- What this task involves
Would you copy all lines in the data that contain the word "solid"?

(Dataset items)
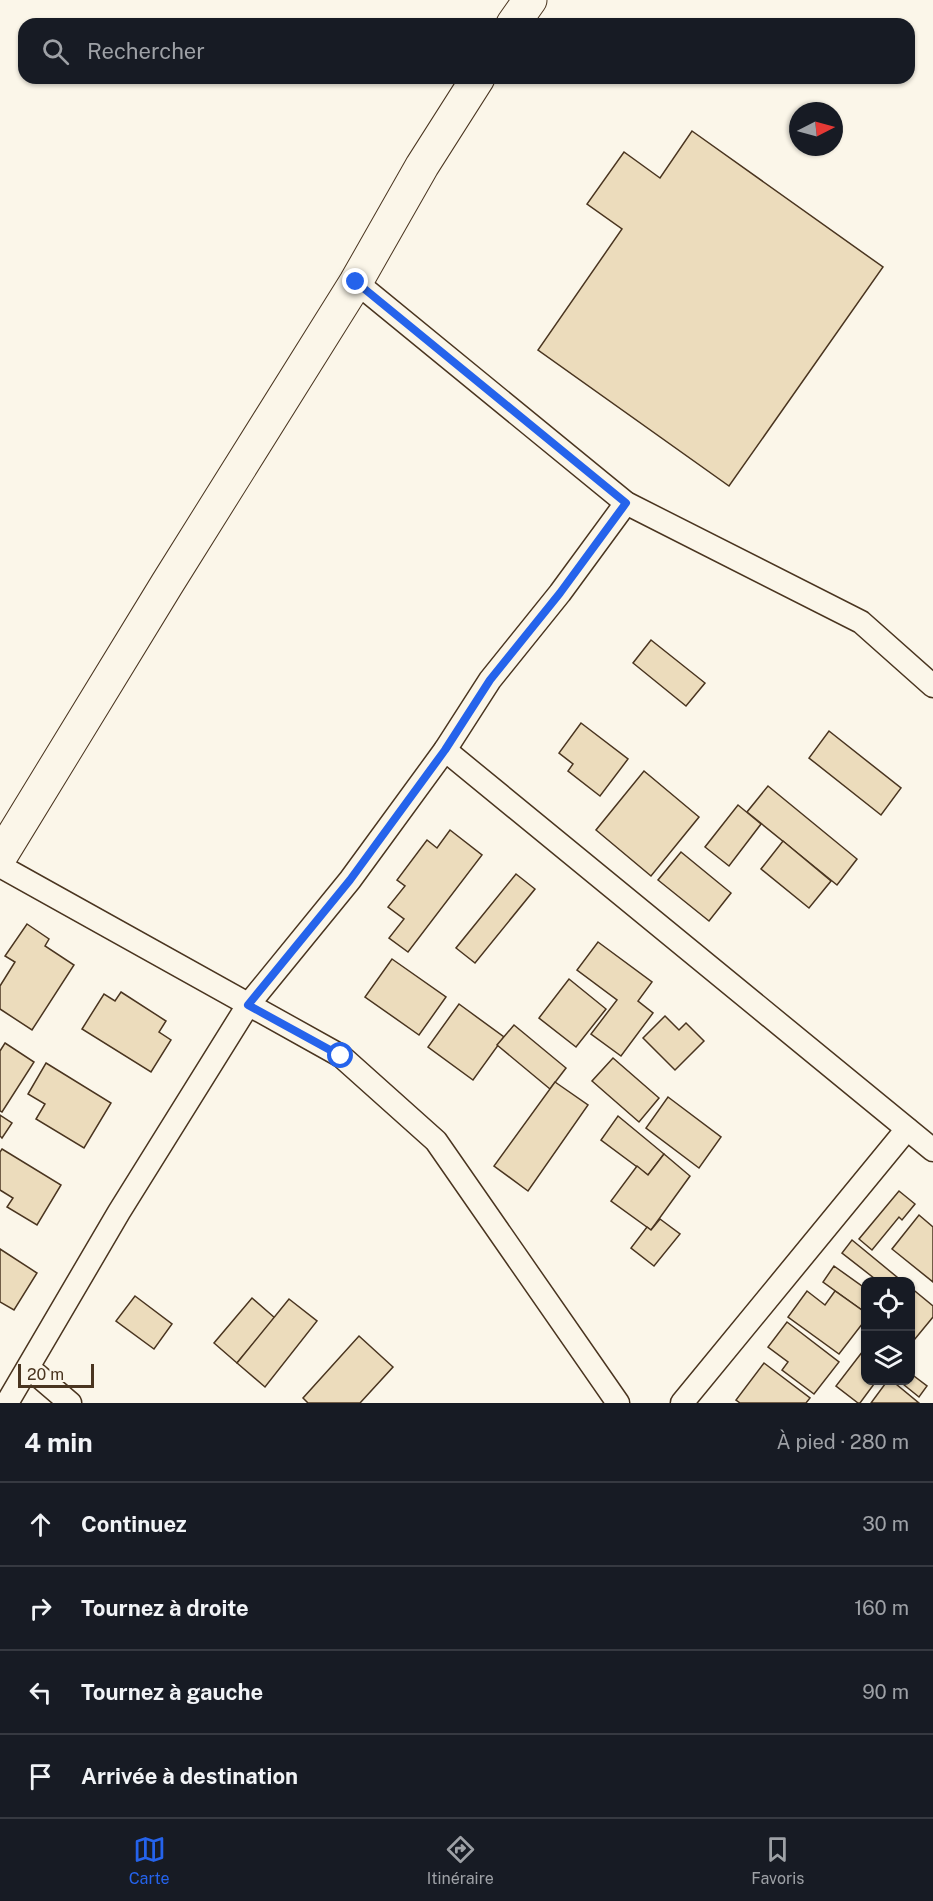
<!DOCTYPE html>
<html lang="fr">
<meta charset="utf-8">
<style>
body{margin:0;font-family:"Public Sans",sans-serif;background:#20242c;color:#f1f3f6}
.controls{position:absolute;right:18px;bottom:18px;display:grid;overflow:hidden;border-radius:12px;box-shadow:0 2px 4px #0004}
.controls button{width:54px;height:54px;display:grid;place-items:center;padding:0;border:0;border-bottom:2px solid #363941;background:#171b24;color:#f1f3f6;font:30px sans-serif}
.compass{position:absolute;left:789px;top:102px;width:54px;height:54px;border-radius:50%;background:#171b24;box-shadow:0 2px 4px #0004;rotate:84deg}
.scale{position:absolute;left:18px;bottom:15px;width:76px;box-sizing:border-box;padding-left:6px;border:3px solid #4a3520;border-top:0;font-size:16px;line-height:21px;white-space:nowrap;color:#4a3520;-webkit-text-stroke:4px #fbf6e9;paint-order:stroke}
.stop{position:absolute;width:18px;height:18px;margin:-14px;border:4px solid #2563eb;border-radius:50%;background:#fff}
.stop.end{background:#2563eb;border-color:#fff;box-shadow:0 2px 6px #0008}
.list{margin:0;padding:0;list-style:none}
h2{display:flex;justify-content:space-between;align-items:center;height:78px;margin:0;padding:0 24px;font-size:26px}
h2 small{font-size:20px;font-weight:400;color:#9ea1a6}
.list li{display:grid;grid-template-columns:39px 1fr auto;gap:18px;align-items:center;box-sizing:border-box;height:84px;padding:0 24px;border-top:2px solid #363941}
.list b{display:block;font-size:22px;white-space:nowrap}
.list em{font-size:20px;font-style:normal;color:#9ea1a6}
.icon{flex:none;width:33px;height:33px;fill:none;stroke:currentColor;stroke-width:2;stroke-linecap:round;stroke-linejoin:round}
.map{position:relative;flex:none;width:933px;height:1403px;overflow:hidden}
.search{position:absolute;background:#171b24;box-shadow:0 2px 4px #0004;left:18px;right:18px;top:18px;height:66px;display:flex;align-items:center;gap:15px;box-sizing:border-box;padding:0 21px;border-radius:18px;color:#9ea1a6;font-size:22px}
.sheet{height:414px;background:#171b24}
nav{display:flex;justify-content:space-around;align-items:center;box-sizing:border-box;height:84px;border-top:2px solid #363941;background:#171b24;font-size:16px;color:#9ea1a6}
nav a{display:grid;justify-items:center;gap:3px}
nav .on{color:#2563eb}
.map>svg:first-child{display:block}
.building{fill:#ecdcbc;stroke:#4a3520;stroke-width:1.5}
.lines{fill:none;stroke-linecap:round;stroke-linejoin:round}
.minor-casing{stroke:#4a3520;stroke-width:25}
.primary-casing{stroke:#4a3520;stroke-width:35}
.minor{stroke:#fbf6e9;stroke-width:22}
.primary{stroke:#fbf6e9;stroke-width:33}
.route{stroke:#2563eb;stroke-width:8}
</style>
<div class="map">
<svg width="933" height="1403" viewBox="0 0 933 1403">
<rect width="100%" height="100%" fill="#fbf6e9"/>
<g class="building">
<polygon points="692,131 883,267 729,486 538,350 622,229 587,204 624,152 660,178"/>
<polygon points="651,640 705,683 686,706 633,663"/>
<polygon points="581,723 628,759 600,796 568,771 573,764 559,753"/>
<polygon points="829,731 901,788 881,815 809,758"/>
<polygon points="644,771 699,817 651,876 596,830"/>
<polygon points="768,786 857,859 837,885 747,812"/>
<polygon points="738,805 761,824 729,866 705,847"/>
<polygon points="450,830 482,855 408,952 389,938 404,919 388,907 405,886 397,880 427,840 437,848"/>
<polygon points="783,841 831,881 809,908 761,869"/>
<polygon points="681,852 731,893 709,921 658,880"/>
<polygon points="516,874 535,889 475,963 456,948"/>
<polygon points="27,924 49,939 45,946 74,965 32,1030 0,1009 0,986 15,962 5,956"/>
<polygon points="598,942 652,982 638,1001 653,1013 621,1056 591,1034 617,1000 577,970"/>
<polygon points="392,959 446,997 419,1035 365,997"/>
<polygon points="569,979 606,1009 576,1047 539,1018"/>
<polygon points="121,992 166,1021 159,1032 171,1040 151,1072 82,1029 104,994 115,1001"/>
<polygon points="459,1004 504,1037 473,1080 428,1047"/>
<polygon points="665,1016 679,1030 686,1023 704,1041 675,1070 643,1038"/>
<polygon points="514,1025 566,1068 550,1089 497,1045"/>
<polygon points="5,1043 34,1062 2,1112 0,1111 0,1051"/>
<polygon points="613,1058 659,1098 639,1122 592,1081"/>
<polygon points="46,1063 111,1103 84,1148 36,1119 45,1104 28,1094"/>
<polygon points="555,1082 588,1105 528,1191 494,1166"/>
<polygon points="668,1097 721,1137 699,1168 646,1128"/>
<polygon points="0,1115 12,1123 2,1138 0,1136"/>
<polygon points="618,1116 664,1154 648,1175 601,1140"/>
<polygon points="2,1149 61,1185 37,1225 7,1207 13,1198 0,1190 0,1152"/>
<polygon points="664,1154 690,1176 651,1230 611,1201 637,1166 648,1175"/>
<polygon points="899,1191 915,1204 902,1220 899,1217 872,1250 859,1239"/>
<polygon points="919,1215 933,1227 933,1282 892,1249"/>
<polygon points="660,1219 680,1234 654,1266 631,1248 647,1227 651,1230"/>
<polygon points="852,1240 903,1282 879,1282 842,1253"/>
<polygon points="0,1249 37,1273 14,1310 0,1302"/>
<polygon points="834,1266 866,1289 866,1313 823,1282"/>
<polygon points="910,1287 933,1306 933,1317 910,1345"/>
<polygon points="807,1291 825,1305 835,1291 866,1313 866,1319 839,1354 788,1317"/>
<polygon points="135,1296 172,1324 154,1349 116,1321"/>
<polygon points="252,1298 275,1318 237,1363 214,1343"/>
<polygon points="289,1299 317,1321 265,1387 237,1363"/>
<polygon points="787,1322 839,1362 814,1394 782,1370 788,1362 768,1347"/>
<polygon points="359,1336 393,1367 360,1403 308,1403 303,1398"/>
<polygon points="866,1347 866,1380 877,1380 860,1403 858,1403 836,1386"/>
<polygon points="764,1363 810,1398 806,1403 740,1403 736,1400"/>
<polygon points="910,1373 927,1386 919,1397 898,1380 910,1380"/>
<polygon points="888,1380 891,1380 919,1403 871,1403"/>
</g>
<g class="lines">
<g class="minor-casing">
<g id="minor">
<polyline points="356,282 626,503 861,622 933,686"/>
<polyline points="445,750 933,1150"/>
<polyline points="0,866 341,1056 436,1141 618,1403"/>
<polyline points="29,1368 70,1403"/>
<polyline points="7,1403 119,1212 248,1005 350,880 445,750 490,680 560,593 626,503"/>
<polyline points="682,1403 907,1129"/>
</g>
</g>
<g class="primary-casing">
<g id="primary">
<polyline points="513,24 530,0"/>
<polyline points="0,857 167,584 356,282 422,166 478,78"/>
</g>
</g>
<use href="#minor" class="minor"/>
<use href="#primary" class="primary"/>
</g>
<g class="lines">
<polyline class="route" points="341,1056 248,1005 350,880 445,750 490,680 560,593 626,503 356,282"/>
</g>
</svg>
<div class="controls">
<button><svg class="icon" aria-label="locate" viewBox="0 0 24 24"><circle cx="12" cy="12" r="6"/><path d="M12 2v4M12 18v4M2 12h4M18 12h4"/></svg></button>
<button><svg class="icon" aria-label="layers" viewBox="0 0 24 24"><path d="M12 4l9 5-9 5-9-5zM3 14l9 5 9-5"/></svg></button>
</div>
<svg class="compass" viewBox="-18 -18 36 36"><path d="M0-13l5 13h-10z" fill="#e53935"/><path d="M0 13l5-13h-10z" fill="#9ea1a6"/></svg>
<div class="scale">20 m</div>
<div class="stop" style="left:341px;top:1056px"></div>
<div class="stop end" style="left:356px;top:282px"></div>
<div class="search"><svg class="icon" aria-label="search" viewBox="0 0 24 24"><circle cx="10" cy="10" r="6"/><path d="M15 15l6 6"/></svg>Rechercher</div>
</div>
<section class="sheet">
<h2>4 min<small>À pied · 280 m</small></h2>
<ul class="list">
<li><svg class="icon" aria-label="ahead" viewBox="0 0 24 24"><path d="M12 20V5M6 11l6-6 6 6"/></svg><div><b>Continuez</b></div><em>30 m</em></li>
<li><svg class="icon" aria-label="right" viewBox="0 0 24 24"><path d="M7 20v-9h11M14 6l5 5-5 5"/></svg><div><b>Tournez à droite</b></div><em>160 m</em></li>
<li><svg class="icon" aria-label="left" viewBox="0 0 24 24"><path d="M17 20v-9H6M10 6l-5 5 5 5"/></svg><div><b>Tournez à gauche</b></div><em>90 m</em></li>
<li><svg class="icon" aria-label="arrive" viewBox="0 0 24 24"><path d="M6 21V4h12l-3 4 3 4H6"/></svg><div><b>Arrivée à destination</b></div></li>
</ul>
</section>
<nav>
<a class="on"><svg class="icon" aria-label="map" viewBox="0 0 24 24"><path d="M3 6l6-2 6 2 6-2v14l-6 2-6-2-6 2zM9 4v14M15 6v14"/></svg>Carte</a>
<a><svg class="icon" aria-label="directions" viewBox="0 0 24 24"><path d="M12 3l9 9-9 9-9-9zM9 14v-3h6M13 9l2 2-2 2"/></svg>Itinéraire</a>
<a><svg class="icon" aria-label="saved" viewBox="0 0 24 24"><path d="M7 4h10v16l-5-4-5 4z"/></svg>Favoris</a>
</nav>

- Result of the task
.controls button{width:54px;height:54px;display:grid;place-items:center;padding:0;border:0;border-bottom:2px solid #363941;background:#171b24;color:#f1f3f6;font:30px sans-serif}
.scale{position:absolute;left:18px;bottom:15px;width:76px;box-sizing:border-box;padding-left:6px;border:3px solid #4a3520;border-top:0;font-size:16px;line-height:21px;white-space:nowrap;color:#4a3520;-webkit-text-stroke:4px #fbf6e9;paint-order:stroke}
.stop{position:absolute;width:18px;height:18px;margin:-14px;border:4px solid #2563eb;border-radius:50%;background:#fff}
.list li{display:grid;grid-template-columns:39px 1fr auto;gap:18px;align-items:center;box-sizing:border-box;height:84px;padding:0 24px;border-top:2px solid #363941}
nav{display:flex;justify-content:space-around;align-items:center;box-sizing:border-box;height:84px;border-top:2px solid #363941;background:#171b24;font-size:16px;color:#9ea1a6}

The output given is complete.